22- M. [M] forme à nouveau en appel une demande de délais de paiement et propose de régler sa dette en 24 versements égaux. La banque s'y oppose arguant de la mauvaise foi du débiteur qui détient un patrimoine immobilier. Il apparaît en effet que M. [M] est propriétaire de sa résidence principale et d'un autre bien immobilier ( appartement). Il n'y a pas lieu dès lors de lui accorder des délais de paiement sur deux ans comme il le sollicite, étant relevé qu'il a déjà bénéficié de larges délais de fait. Il lui sera cependant accordé un délai de huit mois afin de lui permettre de vendre son bien immobilier.
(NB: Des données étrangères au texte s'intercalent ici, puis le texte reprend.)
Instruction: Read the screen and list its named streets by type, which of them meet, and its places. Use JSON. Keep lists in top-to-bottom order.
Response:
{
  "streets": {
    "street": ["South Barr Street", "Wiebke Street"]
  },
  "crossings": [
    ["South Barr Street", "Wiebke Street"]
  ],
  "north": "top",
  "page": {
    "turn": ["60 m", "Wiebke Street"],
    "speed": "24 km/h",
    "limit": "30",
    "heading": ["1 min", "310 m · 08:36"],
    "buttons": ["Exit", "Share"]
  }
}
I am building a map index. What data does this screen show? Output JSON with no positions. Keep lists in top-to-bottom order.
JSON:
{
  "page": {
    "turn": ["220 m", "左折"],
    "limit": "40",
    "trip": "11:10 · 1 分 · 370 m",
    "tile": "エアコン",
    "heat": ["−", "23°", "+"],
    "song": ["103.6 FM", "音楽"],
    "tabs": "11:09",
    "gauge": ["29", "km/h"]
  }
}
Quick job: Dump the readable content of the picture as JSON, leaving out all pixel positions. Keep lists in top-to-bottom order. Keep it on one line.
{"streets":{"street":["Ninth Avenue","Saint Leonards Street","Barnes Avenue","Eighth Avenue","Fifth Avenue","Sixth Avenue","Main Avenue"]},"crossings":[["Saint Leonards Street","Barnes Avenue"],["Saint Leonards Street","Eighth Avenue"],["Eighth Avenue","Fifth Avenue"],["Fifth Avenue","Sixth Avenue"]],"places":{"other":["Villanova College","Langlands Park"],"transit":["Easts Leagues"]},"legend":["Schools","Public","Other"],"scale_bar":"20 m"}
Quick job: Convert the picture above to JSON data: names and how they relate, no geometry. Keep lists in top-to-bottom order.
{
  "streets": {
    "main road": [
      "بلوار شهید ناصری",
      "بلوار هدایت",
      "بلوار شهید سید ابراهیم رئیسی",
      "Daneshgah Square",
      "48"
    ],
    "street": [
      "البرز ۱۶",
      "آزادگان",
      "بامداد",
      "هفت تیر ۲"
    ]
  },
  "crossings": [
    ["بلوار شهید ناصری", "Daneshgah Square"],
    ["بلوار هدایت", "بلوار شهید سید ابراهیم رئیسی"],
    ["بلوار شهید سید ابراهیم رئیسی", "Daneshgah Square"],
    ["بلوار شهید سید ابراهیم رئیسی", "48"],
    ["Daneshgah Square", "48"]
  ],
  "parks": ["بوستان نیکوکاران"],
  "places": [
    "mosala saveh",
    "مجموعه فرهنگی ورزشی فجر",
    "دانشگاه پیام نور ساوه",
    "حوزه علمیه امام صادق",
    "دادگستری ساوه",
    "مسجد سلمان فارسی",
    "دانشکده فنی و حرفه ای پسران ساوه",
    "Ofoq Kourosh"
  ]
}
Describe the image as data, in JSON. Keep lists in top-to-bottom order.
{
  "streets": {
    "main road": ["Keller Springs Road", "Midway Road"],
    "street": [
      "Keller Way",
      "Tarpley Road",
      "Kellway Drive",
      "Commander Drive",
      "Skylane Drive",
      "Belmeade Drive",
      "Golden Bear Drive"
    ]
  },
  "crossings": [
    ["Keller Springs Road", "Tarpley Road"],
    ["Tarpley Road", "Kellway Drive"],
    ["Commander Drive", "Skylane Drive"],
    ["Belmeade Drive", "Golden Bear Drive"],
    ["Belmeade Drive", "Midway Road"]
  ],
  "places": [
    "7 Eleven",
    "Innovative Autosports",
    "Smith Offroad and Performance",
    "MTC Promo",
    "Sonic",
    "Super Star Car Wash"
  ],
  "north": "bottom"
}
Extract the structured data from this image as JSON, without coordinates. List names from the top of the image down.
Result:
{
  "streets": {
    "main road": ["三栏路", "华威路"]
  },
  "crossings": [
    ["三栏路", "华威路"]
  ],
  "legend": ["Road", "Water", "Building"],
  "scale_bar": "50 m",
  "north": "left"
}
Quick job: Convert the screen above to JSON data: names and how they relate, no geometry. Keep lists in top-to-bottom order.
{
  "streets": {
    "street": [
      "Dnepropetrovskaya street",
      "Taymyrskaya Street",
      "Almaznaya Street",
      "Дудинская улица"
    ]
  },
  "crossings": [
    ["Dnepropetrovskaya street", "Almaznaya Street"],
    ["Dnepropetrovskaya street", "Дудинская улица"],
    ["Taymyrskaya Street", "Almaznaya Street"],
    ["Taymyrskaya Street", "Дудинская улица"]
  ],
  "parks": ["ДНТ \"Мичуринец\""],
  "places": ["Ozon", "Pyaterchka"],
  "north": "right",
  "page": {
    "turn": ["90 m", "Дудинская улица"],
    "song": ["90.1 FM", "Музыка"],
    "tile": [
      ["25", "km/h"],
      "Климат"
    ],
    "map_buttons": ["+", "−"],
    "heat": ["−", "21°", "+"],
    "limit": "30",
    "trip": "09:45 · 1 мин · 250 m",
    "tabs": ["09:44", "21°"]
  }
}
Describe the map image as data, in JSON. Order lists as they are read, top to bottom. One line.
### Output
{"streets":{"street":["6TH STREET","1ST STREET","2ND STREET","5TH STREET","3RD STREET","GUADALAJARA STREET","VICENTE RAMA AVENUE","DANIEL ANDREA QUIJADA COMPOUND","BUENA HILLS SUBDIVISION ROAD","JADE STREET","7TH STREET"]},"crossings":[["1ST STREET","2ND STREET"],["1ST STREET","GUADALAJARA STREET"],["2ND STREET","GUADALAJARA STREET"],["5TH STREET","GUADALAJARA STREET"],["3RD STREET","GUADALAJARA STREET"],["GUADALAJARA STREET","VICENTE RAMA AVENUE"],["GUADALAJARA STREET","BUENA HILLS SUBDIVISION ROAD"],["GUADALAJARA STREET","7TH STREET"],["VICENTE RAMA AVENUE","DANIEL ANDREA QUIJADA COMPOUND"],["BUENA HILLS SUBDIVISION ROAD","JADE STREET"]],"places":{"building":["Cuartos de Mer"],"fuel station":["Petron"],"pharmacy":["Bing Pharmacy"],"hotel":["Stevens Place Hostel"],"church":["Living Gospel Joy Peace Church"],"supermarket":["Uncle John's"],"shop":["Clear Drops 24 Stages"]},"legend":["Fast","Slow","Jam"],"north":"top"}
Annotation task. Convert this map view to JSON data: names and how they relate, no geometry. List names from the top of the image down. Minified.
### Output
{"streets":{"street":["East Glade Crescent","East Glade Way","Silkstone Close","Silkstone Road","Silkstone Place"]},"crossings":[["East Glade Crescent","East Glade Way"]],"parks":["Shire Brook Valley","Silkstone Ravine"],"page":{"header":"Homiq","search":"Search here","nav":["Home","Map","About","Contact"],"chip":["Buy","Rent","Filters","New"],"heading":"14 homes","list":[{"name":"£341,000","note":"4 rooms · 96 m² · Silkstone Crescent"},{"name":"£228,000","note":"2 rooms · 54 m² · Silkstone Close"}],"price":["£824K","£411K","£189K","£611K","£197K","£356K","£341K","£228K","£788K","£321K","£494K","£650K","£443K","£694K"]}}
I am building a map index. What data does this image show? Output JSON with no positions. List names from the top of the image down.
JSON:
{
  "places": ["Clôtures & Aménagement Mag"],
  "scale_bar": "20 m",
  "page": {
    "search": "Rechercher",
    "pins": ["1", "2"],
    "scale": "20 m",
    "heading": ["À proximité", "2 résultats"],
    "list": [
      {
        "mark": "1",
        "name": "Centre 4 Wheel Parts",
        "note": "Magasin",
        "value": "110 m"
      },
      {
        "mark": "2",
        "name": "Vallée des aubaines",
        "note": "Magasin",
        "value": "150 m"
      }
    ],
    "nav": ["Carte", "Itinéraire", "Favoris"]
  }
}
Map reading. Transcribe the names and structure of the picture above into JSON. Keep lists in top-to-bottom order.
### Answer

Il sera ainsi autorisé à régler sa dette en 7 versements de 250 euros, suivi d'un huitième versement du solde.
* sur les autres demandes :
23- M. [M] qui succombe sera condamné aux dépens d'appel.
24- Il sera condamné à verser la somme de 2500 euros à la Caisse d'Epargne Aquitaine Poitou-Charentes au titre des dispositions de l'article 700 du code de procédure civile.
PAR CES MOTIFS
La cour, statuant publiquement, par décision contradictoire et en dernier ressort,
Confirme la décision rendue le 6 mai 2021 par le tribunal de commerce de Bordeaux sauf en ce qu'il a rejeté la demande de délais de paiement,
et statuant à nouveau,
Dit que [Y] [M] pourra se libérer de sa dette en sept versements mensuels de 250 euros, et un huitième du solde,
Dit que le premier versement interviendra avant le 5 du mois suivant le mois de signification de cette décision,
Dit qu'à défaut de paiement de l'une des échéances à bonne date, le solde deviendra immédiatement exigible,
y ajoutant,
Condamne [Y] [M] aux dépens d'appel,
Condamne [Y] [M] à verser la somme de 2500 euros à la Caisse d'Epargne Aquitaine Poitou-Charentes au titre des dispositions de l'article 700 du code de procédure civile
Le présent arrêt a été signé par Monsieur Jean-Pierre FRANCO, président, et par Monsieur Hervé GOUDOT, greffier, auquel la minute de la décision a été remise par le magistrat signataire.